▸ Required action
Copy, from the material below, each line that contains the word "then".

▸ Entries provided
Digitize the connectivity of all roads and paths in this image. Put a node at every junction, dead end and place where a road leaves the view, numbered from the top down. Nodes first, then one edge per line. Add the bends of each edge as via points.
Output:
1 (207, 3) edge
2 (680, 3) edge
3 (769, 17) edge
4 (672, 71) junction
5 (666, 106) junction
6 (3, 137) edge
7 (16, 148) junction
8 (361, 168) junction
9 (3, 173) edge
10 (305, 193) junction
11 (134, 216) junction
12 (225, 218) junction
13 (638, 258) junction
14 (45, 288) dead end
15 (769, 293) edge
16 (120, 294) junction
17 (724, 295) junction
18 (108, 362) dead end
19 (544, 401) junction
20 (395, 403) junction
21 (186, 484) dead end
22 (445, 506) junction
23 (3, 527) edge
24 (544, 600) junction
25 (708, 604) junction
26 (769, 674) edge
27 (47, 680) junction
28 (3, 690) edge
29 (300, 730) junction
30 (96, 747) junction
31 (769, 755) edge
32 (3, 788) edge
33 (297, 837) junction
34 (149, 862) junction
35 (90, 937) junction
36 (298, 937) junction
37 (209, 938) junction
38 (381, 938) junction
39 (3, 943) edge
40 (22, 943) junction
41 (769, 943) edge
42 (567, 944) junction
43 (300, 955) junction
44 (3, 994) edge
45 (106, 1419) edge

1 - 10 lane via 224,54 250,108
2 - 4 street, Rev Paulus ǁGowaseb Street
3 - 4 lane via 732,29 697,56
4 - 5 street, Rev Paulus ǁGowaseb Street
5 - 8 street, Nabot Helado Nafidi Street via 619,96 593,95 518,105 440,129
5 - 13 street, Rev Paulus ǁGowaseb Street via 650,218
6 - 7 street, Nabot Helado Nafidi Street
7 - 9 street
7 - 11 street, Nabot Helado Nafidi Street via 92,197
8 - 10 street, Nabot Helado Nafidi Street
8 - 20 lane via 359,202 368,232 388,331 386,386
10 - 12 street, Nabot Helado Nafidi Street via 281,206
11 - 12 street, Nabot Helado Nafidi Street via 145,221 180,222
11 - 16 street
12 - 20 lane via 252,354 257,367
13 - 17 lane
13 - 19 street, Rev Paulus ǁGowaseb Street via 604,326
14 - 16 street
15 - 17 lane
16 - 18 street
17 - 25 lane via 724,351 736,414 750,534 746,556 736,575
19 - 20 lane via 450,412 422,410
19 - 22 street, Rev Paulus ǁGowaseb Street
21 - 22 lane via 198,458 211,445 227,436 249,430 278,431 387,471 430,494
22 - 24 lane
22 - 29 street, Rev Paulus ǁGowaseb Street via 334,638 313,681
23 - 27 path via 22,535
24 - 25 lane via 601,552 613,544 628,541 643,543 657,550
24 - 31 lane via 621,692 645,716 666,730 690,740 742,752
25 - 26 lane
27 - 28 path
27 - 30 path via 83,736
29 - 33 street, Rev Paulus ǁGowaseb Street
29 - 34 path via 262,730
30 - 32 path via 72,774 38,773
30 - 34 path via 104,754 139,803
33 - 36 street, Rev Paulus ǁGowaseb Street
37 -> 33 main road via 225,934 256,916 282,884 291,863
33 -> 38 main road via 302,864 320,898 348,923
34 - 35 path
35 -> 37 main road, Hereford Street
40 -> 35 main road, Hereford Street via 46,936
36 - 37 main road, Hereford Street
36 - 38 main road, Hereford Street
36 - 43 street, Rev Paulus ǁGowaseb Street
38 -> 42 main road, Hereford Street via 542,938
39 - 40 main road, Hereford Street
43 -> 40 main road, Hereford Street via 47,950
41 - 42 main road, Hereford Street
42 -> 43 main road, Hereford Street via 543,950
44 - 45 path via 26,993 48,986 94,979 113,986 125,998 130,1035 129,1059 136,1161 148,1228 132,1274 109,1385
--
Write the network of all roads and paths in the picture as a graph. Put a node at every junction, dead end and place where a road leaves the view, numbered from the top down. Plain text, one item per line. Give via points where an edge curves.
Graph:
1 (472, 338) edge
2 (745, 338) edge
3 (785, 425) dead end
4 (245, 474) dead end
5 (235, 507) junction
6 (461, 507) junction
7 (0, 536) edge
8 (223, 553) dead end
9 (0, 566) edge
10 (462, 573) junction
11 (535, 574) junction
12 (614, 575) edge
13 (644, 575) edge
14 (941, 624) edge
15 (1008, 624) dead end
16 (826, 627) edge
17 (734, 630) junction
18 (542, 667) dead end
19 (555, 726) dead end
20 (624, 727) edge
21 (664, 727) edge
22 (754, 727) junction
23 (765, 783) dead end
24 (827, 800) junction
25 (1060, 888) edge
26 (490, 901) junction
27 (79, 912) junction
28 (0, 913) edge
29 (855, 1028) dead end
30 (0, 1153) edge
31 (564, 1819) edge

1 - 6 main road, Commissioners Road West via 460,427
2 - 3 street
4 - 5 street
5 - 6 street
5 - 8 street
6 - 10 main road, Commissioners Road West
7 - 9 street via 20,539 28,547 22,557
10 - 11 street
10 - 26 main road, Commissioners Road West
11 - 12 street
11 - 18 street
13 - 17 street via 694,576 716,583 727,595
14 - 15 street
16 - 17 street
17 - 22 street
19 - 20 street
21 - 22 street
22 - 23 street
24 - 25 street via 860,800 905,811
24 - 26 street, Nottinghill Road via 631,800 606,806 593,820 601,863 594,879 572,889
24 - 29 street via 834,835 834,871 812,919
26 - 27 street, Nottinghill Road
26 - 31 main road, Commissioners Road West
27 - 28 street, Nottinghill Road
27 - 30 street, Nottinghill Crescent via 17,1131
...
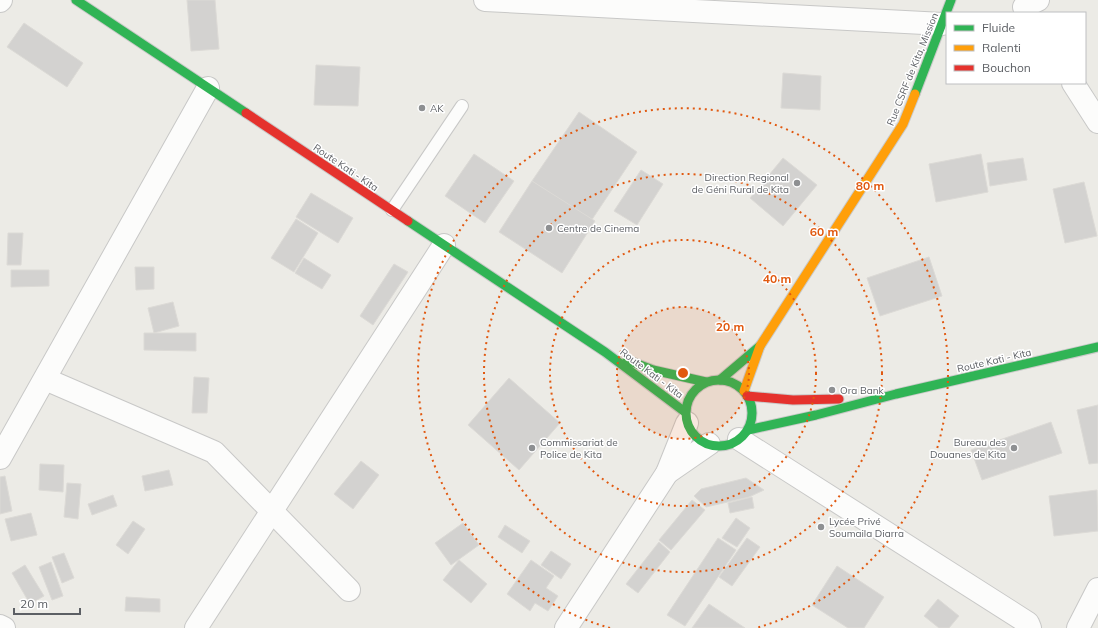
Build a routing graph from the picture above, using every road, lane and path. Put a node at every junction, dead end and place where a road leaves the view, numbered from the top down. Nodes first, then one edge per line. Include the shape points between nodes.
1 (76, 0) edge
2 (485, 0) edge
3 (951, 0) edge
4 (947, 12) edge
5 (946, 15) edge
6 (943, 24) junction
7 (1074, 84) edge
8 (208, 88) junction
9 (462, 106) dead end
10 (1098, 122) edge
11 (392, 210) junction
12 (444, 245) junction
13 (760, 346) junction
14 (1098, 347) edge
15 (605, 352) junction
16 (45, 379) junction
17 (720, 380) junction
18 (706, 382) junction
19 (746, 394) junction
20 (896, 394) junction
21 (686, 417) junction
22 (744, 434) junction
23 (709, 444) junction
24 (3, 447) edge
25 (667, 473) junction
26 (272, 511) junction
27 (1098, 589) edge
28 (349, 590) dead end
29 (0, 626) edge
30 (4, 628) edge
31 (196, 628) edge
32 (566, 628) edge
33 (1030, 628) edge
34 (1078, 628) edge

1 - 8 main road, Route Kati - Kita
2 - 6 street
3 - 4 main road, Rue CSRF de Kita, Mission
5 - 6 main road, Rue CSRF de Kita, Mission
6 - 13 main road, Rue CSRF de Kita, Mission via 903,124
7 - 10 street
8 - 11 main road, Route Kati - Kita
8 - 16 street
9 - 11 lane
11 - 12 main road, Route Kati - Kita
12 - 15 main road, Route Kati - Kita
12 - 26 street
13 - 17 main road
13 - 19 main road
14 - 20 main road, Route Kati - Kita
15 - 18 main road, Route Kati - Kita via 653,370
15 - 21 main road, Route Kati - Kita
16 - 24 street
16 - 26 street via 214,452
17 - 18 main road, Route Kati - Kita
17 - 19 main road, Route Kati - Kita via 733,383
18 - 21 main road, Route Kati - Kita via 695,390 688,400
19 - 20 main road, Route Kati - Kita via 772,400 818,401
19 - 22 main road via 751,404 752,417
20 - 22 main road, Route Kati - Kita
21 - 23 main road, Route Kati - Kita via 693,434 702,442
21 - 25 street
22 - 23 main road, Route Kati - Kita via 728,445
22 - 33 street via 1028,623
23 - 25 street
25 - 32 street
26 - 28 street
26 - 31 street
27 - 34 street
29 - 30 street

▸ Solution to the exercise
Digitize the connectivity of all roads and paths in this image. Put a node at every junction, dead end and place where a road leaves the view, numbered from the top down. Nodes first, then one edge per line. Add the bends of each edge as via points.
Build a routing graph from the picture above, using every road, lane and path. Put a node at every junction, dead end and place where a road leaves the view, numbered from the top down. Nodes first, then one edge per line. Include the shape points between nodes.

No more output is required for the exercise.